Tony Mastroianni Review Collection
Hanna's "Dark" on Chilling Side
Cleveland Press January 24, 1967
Minutes before the end of "Wait Until Dark" all sorts of violence erupts on stage There are involuntary shrieks from the audience and more than one hardy soul has straightened up in his seat.
If final impressions are important, this play will be remembered as a first class chiller. For those of us with longer memories, going back to when the curtain went up, it will remain as a two-act play that makes one thankful for the second act.
"Wait Until Dark" is by Frederick Knott who wrote "Dial M for Murder," a mystery that built logically and suspensefully toward a climax. In "Dark," on the other hand, the playwright seems to have thought of a rip-roaing climax first and then added a great deal of material ahead of it hoping for the best.
THE PLAY IS about a blind girl (Shirley Jones) left alone in her Greenwich Village basement apartment when her photographer husband is lured out of town on a phony assignment.
This happens because three evil-type characters have learned that he has unknowingly brought home a heroin-filled doll.
Now they want the doll, so they go through an elaborate routine of trying to con the blind girl -- who doesn't know where it is -- into giving it to them.

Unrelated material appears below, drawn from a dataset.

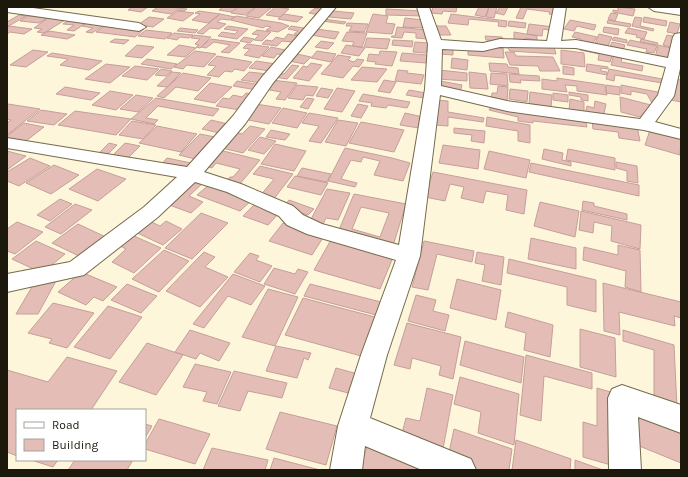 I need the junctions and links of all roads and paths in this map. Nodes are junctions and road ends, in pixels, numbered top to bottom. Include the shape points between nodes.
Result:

If they had simply belted her across the mouth it would have been more realistic but would have shortened the show.
ONE PRETENDS to be an old service buddy of the husband; another, a police sergeant. The third flits in and out in several elaborate disguises, which adds to the theatricalism of the piece but little to any semblance of reason.
One disguise is used just once when only the blind girl is present. Anyway, it is this muddled thinker who has master-minded the plot. This must account for something.
There is some initial shock at the start when the three pasties are introduced but the show slows down as it gets involved with elaborate signals, strange phone calls, double-meaning dialog and frequent entrances and exits.
THE GIRL may be blind but she is not stupid and with her other senses working overtime she soon is onto the plot. Because she is intelligent, it is unbelievable that she would stay when she could run or at least call the police.
But it all works up to an elaborate climax in which the blind girl fights her adversaries in her own element -- darkness.
Shirley Jones is warm and appealing as the blind girl, displaying just enough restrained hysteria to make the part believable.
HARRIS YULIN is almost likable as the sympathetic hood and Val Bisoglio lends some needed comic relief in the part of crook-turned cop. Jack Cassidy as the heavy shows he is adept at character roles, and can be menacing enough to make a career out of playing the heavy.
The direction is good and the play is tightly paced.
"Wait Until Dark" is a satisfactory chiller, but only a fair mystery because of its awkward and elaborate construction. Most mystery fans are willing enough to accept a suspension of realism, but not of logic.